Just imagine a Judy Miller sketch #gilda4ever

Well, I’m not quite sure what I wanted to do. Certainly, it wasn’t to fight – for justice or anything else. It was more about the journey, the outfit and the power of a muscly hunk via the deep male voice.

Feel free to fill in the rest of the blanks about me from there if you haven’t already – or if indeed there are any. But don’t for a moment imagine for one millisecond the vast array of the rest of us are much different than the slightly fey mini-me.

Don’t hate me ’cause you ain’t me!

In the last year America has clearly chosen fantasy, muscular masculinity over truth. Time will tell whether in the end we will indeed choose justice or instead continue running around our homes in imagined worlds where we truly believe items like towels and TV dialogue will guide us to a better world.

And don’t forget those nosy, listening microwaves!

A pop culture shift in the last week signals a scintilla of hope. Wonder Woman has emerged as THE #1 movie blockbuster of 2017- marking not only the first breakout FEMALE MOVIE superhero but the first time a female director (Patty Jenkins) is at the helm of a major studio tentpole film achieving blockbuster status.

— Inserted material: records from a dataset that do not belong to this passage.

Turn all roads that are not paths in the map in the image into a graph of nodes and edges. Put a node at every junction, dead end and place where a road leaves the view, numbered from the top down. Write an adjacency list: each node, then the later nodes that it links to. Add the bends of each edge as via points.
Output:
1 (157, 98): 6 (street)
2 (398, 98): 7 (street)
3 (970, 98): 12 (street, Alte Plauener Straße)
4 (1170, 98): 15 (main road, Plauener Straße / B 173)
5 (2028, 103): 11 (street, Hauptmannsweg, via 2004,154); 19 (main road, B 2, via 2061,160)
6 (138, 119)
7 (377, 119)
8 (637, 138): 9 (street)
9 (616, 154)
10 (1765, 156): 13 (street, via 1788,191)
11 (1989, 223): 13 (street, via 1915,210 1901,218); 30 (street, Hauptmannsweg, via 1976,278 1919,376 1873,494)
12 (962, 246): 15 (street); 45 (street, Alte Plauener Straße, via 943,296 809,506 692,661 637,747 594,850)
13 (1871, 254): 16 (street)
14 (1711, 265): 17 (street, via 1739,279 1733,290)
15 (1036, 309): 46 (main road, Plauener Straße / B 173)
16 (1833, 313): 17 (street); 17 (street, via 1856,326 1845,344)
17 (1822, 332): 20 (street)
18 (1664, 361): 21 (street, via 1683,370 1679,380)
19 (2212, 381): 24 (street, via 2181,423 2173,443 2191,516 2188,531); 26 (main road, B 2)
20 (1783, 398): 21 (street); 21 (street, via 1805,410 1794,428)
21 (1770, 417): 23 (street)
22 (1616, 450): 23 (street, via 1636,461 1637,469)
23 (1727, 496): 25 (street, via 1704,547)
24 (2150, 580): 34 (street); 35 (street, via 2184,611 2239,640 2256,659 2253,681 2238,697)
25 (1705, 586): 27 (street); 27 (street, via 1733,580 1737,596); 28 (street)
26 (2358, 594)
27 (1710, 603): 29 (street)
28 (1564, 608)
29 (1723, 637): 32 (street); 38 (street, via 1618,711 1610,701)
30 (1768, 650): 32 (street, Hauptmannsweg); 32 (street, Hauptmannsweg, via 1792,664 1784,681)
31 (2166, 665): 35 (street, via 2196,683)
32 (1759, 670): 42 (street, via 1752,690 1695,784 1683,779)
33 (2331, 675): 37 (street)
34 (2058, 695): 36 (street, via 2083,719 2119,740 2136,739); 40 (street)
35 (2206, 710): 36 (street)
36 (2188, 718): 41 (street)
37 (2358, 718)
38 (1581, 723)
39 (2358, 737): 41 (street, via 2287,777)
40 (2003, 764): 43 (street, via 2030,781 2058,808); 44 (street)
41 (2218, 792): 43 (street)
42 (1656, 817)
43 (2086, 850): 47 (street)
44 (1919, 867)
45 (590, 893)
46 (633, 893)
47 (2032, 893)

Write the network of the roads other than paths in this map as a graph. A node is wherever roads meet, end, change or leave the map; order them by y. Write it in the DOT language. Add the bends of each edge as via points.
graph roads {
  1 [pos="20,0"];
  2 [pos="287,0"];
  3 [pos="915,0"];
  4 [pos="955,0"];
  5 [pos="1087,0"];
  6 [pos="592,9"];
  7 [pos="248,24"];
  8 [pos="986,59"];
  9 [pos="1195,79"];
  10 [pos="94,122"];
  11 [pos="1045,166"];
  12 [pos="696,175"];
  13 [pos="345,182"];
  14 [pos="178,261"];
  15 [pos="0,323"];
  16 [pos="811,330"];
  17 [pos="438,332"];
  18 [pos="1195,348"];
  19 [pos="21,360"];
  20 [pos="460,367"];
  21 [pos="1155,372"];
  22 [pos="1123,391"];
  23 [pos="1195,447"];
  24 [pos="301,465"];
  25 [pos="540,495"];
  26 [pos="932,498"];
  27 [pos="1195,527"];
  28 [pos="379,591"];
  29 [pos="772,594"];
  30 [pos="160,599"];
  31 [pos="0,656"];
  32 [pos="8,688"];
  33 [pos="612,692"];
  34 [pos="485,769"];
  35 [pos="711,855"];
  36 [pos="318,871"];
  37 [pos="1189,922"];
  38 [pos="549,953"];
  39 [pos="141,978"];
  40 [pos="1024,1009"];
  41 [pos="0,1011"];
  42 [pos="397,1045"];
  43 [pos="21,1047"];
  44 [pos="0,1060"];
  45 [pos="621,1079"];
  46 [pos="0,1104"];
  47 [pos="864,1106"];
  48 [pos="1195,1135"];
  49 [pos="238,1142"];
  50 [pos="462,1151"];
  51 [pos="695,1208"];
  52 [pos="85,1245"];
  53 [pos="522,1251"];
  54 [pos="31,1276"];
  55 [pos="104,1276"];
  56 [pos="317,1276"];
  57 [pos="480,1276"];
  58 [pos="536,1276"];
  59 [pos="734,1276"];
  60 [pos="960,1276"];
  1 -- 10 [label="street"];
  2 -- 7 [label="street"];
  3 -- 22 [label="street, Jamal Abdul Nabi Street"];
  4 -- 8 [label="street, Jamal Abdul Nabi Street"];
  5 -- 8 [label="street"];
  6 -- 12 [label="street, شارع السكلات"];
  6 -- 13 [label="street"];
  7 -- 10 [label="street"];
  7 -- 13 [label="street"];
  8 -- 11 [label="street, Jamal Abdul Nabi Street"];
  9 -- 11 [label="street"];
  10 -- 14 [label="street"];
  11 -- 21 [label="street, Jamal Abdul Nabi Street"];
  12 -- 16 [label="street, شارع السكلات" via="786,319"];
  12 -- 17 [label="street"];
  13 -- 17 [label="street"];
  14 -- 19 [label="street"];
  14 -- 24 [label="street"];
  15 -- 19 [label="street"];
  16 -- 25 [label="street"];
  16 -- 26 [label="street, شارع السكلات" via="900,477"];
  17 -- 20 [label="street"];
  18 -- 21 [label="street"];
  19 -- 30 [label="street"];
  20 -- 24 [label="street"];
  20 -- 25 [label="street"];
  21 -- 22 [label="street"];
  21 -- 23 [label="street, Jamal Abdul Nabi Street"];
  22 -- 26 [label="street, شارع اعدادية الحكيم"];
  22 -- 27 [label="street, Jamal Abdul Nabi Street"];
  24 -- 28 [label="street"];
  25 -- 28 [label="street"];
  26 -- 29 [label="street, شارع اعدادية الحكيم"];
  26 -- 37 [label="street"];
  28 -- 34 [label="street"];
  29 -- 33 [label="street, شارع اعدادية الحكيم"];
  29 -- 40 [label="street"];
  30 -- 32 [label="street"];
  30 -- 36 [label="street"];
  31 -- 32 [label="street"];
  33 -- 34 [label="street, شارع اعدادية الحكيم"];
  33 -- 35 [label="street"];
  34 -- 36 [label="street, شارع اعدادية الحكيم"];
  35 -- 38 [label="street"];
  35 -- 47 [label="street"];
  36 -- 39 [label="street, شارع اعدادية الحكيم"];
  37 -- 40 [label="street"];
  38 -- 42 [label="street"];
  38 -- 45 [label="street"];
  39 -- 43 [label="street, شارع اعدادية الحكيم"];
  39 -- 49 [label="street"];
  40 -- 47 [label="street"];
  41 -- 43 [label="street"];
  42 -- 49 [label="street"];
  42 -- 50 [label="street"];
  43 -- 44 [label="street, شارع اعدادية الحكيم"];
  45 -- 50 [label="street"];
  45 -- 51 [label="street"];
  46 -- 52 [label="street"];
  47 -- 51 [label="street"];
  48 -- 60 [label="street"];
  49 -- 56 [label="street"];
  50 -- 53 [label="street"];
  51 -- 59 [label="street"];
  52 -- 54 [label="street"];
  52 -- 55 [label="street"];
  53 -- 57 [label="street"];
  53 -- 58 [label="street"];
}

At more than $200 million domestically and $350 million worldwide (in less than two weeks), Ms. Jenkins and her movie have broken a long-standing glass ceiling.

SLAY GIRL SLAY!

Six months ago Hillary Clinton’s campaign rented New York’s Javits Center hoping to literally demolish its glass ceiling in victory but instead found itself unimaginably conceding the following day to an inexperienced male who sold the trappings of masculinity in order to prove he could make America great again.

The electoral college public went for the salesmanship and words rather than deep-seated personal beliefs about us all being part of one fabric of world humanity that is united by doing all the good you can, for all the people you can, for as long as you can.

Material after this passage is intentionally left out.